PENGHARAPAN MURID KRISTUS
Shalom, terpujilah Allah di dalam nama Tuhan Yesus Kristus!
Kami bersyukur karena kasih karunia Allah terus memimpin keluarga CMNC bertumbuh dalam pengenalan akan Dia melalui setiap pengajaran dan kesaksian.
Kiranya iman dan kasih kita kepada Allah dan sesama semakin bertambah, dan hidup kita – roh, jiwa, dan tubuh – dipelihara dalam kekudusan yang sempurna.
Kami berdoa agar gereja Tuhan dimampukan untuk memenuhi panggilan Kristus dan dikuatkan untuk menyelesaikan setiap pekerjaan iman yang baik.
Biarlah nama Tuhan Yesus dimuliakan di tengah jemaat-Nya, dan gereja-Nya hidup di dalam Kristus, menurut kasih karunia Allah dan Tuhan kita Yesus Kristus.
Mari kita membuka hati dan pikiran, dan mohon Roh Kudus memberi hikmat dan wahyu agar kita mengenal Allah dengan benar. Hari ini, kita akan bersama-sama belajar tentang:
Hari ke-49: BERJALAN DALAM WARISAN PERJANJIAN BARU
Lukas 22:20 (TB)
Demikian juga dibuat-Nya dengan cawan sesudah makan; Ia berkata: "Cawan ini adalah perjanjian baru oleh darah-Ku, yang ditumpahkan bagi kamu.
Yeremia 31:31-33 (TB) Sesungguhnya, akan datang waktunya, demikianlah firman TUHAN, Aku akan mengadakan perjanjian baru dengan kaum Israel dan kaum Yehuda,
bukan seperti perjanjian yang telah Kuadakan dengan nenek moyang mereka pada waktu Aku memegang tangan mereka untuk membawa mereka keluar dari tanah Mesir; perjanjian-Ku itu telah mereka ingkari, meskipun Aku menjadi tuan yang berkuasa atas mereka, demikianlah firman TUHAN.
Tetapi beginilah perjanjian yang Kuadakan dengan kaum Israel sesudah waktu itu, demikianlah firman TUHAN: Aku akan menaruh Taurat-Ku dalam batin mereka dan menuliskannya dalam hati mereka; maka Aku akan menjadi Allah mereka dan mereka akan menjadi umat-Ku.
Latar Belakang Historis
Sejak awal sejarah keselamatan, Allah berinisiatif menjalin perjanjian dengan umat-Nya. Dari Perjanjian dengan Nuh, Abraham, Musa, hingga Daud, semua mengarah kepada puncak penggenapan di dalam Yesus Kristus, Sang Pengantara Perjanjian Baru (Ibrani 8:6). Setiap perjanjian lama merupakan bayangan, sementara Kristus adalah realitas yang sempurna.
Namun, pertanyaan penting muncul: Apa artinya bagi kita untuk berjalan dalam warisan Perjanjian Baru itu? Apakah sekadar pengetahuan teologis, atau benar-benar menjadi gaya hidup yang mengubahkan?
R.C. Sproul pernah menegaskan bahwa “Tanpa memahami perjanjian, kita tidak dapat memahami keseluruhan Alkitab.” (Sproul, Knowing Scripture, 1977). Perjanjian bukan sekadar doktrin kaku, melainkan kerangka besar kasih Allah yang mengikat dan menghidupkan iman kita.

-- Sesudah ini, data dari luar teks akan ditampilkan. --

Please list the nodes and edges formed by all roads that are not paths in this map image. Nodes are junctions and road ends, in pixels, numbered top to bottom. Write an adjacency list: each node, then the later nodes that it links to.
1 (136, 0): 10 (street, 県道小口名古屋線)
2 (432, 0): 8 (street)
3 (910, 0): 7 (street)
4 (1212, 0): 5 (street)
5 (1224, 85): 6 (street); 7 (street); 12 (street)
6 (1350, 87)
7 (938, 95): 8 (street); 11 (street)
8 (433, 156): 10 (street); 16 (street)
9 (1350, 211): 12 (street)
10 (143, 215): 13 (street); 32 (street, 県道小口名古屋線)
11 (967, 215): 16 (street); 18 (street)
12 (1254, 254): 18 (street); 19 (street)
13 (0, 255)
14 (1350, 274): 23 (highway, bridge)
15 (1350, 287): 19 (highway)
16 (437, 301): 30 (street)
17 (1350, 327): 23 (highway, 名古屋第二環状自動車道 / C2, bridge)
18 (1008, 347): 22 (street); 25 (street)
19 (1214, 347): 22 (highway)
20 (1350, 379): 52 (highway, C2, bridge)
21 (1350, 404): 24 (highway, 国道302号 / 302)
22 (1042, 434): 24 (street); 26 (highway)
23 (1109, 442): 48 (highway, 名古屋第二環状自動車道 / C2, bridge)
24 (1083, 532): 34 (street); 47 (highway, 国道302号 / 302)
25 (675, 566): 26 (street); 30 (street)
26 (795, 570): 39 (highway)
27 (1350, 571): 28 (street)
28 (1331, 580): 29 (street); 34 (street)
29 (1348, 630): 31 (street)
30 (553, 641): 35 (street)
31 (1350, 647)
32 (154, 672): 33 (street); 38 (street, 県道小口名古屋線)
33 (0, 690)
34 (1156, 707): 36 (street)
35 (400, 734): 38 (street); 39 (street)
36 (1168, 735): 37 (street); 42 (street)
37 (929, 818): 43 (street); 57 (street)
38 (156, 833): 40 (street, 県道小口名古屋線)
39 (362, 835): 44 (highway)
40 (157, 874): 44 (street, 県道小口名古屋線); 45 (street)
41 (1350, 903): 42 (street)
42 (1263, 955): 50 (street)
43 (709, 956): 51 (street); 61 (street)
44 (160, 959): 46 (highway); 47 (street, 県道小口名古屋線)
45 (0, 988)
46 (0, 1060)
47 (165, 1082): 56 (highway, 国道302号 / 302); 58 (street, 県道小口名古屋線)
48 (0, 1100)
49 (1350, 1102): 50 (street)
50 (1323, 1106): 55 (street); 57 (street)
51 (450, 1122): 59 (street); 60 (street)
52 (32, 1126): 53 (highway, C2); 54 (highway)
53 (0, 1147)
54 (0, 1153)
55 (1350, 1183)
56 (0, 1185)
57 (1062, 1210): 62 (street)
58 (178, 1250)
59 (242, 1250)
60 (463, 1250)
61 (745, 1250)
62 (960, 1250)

Di era modern yang penuh relativisme, banyak orang Kristen cenderung menekankan pengalaman pribadi, namun melupakan fondasi covenantal yang menjadi dasar iman. Padahal, memahami Perjanjian Baru berarti memahami siapa kita di hadapan Allah: umat yang ditebus, diperdamaikan, dan diutus.
Perjanjian Baru bukan sekadar kontrak, melainkan relasi kasih yang kekal. Kristus, melalui kematian dan kebangkitan-Nya, tidak hanya menghapus dosa, tetapi juga memberikan kita warisan rohani: akses langsung kepada Allah, kuasa Roh Kudus, dan janji hidup kekal (Efesus 1:13–14).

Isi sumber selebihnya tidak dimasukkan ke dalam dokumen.